None of this will come cheap. This is where MMT comes to the rescue; whether it is called that or not. Required, à la MMT, is a carefree approach to government spending and borrowing; all underwritten by central banks keeping their money-printing presses (figuratively speaking) at the ready.

MMT -- it's fun and better yet, it's free!

And, in case you don’t see the next connection, lockdowns have already provided a trial run. Governments have borrowed and spent big to keep the ship of state afloat after crippling their economies and throwing millions out of work. Financial restraint has been defenestrated. It will be a much more sellable proposition than it ever would have been to spend and borrow still more to underpin economies (MMT / Keynesian-style) and, at the same time, save the planet. And that isn’t all.

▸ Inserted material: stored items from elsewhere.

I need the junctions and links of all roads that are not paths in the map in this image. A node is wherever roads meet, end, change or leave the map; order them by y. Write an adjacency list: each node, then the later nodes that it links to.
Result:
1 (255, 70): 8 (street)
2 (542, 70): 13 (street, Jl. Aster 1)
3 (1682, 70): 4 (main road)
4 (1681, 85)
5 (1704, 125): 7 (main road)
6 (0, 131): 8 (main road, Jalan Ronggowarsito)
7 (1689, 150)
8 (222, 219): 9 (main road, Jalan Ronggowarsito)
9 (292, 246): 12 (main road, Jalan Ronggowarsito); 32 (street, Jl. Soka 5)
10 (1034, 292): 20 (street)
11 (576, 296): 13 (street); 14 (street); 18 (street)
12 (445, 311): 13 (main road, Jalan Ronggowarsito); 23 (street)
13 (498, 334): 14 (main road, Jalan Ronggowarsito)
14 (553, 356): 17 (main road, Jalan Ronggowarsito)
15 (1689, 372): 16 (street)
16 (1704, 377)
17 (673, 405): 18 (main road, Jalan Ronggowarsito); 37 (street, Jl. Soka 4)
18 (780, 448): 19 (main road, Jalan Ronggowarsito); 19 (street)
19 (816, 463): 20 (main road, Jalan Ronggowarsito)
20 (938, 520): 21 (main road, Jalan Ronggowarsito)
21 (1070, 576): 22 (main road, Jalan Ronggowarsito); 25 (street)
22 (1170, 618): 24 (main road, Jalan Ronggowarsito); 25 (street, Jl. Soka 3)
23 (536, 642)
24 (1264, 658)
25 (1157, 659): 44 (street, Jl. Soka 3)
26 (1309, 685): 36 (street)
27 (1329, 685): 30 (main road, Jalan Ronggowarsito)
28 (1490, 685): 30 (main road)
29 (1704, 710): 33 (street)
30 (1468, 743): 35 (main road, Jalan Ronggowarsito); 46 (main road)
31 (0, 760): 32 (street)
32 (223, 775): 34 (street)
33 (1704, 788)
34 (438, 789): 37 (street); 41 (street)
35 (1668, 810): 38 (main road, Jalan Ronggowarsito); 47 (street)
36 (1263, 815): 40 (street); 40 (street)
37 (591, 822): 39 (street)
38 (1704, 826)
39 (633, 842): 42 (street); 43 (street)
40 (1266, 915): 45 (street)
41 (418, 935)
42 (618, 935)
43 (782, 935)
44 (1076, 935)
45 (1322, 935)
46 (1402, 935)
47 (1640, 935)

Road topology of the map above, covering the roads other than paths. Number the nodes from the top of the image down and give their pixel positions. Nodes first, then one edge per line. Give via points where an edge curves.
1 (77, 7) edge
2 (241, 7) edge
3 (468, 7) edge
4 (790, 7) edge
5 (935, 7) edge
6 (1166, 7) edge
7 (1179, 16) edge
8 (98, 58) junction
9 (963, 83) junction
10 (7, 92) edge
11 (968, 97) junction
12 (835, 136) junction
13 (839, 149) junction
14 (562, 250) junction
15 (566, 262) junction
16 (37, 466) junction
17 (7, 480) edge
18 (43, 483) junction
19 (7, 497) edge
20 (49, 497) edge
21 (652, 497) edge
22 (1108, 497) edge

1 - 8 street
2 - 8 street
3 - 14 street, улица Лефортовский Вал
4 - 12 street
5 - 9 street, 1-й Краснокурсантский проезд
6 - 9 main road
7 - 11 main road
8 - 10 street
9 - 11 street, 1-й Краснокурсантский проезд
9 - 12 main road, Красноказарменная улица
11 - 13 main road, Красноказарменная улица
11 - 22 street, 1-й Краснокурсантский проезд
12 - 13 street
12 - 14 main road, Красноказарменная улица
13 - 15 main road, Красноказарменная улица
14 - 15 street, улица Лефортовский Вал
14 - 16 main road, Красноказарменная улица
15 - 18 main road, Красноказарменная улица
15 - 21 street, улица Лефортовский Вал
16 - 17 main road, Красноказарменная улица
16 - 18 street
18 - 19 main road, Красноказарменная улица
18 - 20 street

The emergence from lockdowns to a greener future provides yet another opportunity. And this is to lift those whose underprivilege has cruelly held them back. To be fair, innately overprivileged though they are, poor white guys and gals are not specifically excluded.

If you haven’t already guessed, the coalescence of four bad ideas have ineluctably led me to The Great Reset – and to its goal of producing a greener, more inclusive, more equitable world. This latest manifestation of the utopian-pipedream genre was unveiled in May 2020 by the World Economic Forum, which is made up of rich people and notables, passionate about saving the planet from fossil fuels, who fly into Davos Switzerland from their mansions or yachts each year in their private jets. You sense they know that they could run things much better than the hoi polloi ever could.

Prince Charles together with Klaus Schwab, the chair of WEF, presided over the great unveiling of The Great Reset:

There are reasons to believe that a better economic system is possible—and that it could be just around the corner. As the initial shock of the COVID crisis receded, we saw a glimpse of what is possible, when stakeholders act for the public good and the well-being of all, instead of just a few... Rather than chasing short-term profits or narrow self-interest, companies could pursue the well-being of all people and the entire planet. This does not require a 180-degree turn: corporations don’t have to stop pursuing profits for their shareholders. They only need to shift to a longer-term perspective on their organization and its mission, looking beyond the next quarter or fiscal year to the next decade and generation.

Building such a virtuous economic system is not a utopian ideal.

Can a cacophony of four bad ideas produce a harmonious good idea? Maybe for those living in the Davos bubble. Not for those living in struggle street; white, black or brown.